In June 2023, DREDF sent Public Record Act requests to both the California Civil Rights Department and to all the California municipalities with local ordinances containing source of income protections.[1] DREDF requested information about enforcement of source of income protections from all of these entities. The responses received confirmed the lack of enforcement of source of income protections on both the State and local level.
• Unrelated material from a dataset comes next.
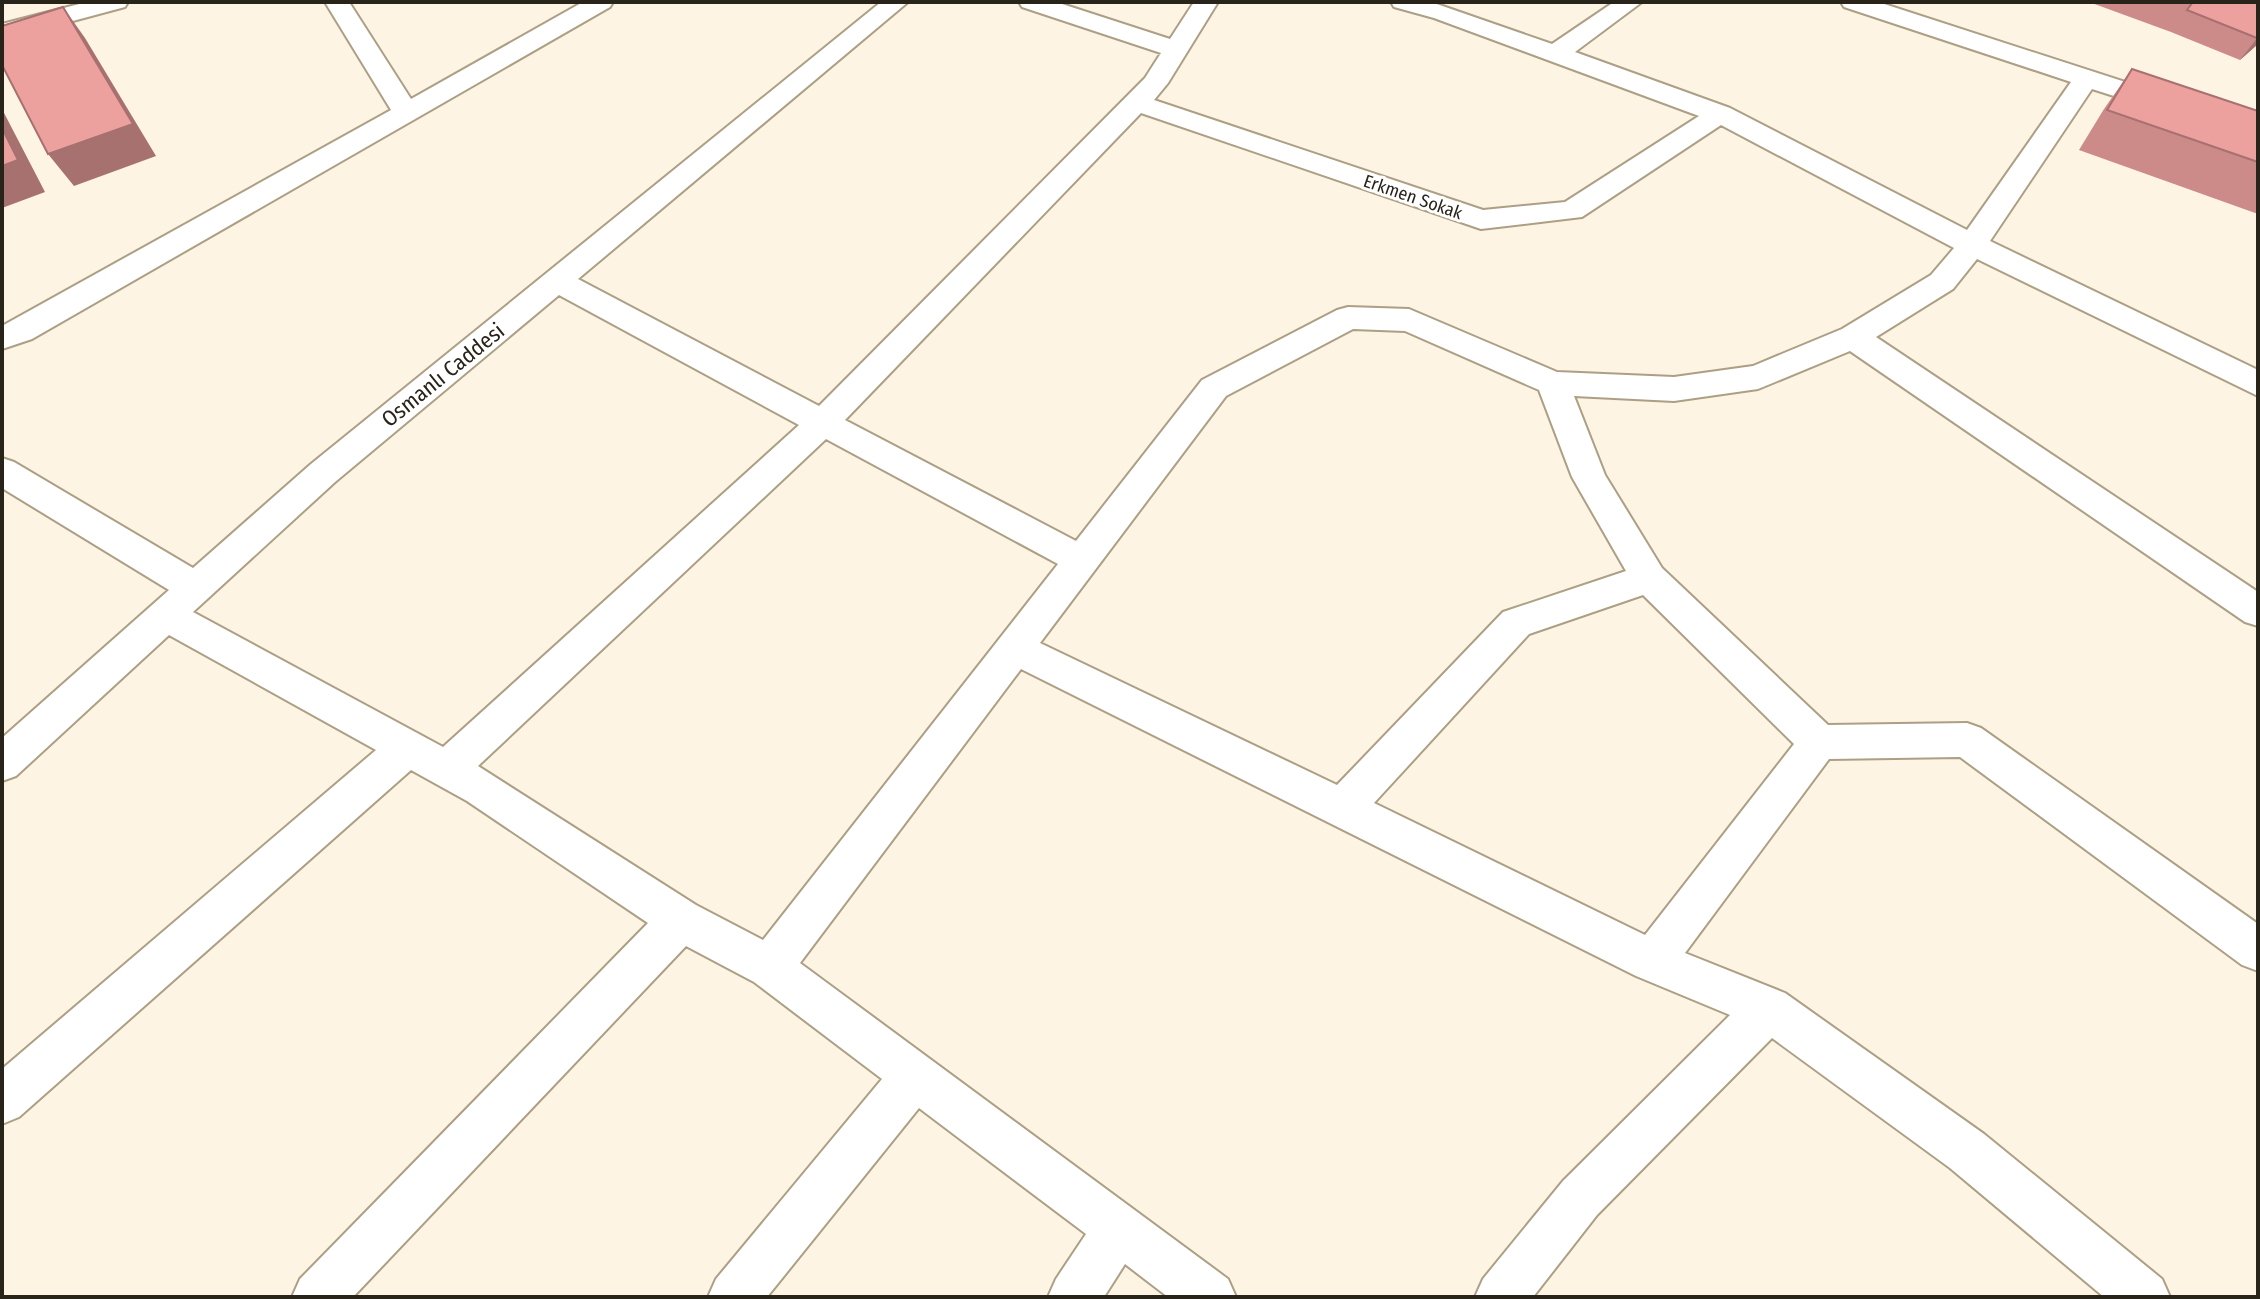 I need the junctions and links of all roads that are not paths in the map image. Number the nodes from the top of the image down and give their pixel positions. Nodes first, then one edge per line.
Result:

The information revealed, among other things, that:
- The California Civil Rights Department had only filed one lawsuit challenging source of income discrimination in the 3.5 years after FEHA took effect.
- Only 1 of the municipalities—the City of Santa Monica—had taken any affirmative enforcement action to enforce the source of income protections in their local ordinances.[2]
Since the July 2023 Public Records Act request, the California Civil Rights Department has filed a couple of additional individual actions challenging source of income discrimination, but not enough to have any deterrent effect on the widespread discrimination that continues to occur throughout the state, as evidenced by the testing upon which Inner City Law Center’s recent complaint is based. Additionally, DREDF attempted to engage with each of the municipalities with the source of income ordinances that reported no affirmative enforcement efforts, with largely disappointing results. Only the cities of Alameda, Corte Madera, and East Palo Alto responded to DREDF, and have since agreed to take new affirmative steps to combat discrimination based on source of income in their communities. The other municipalities contacted—including cities with large, unhoused populations like Berkeley, Los Angeles, and San Diego—completely ignored DREDF’s communications.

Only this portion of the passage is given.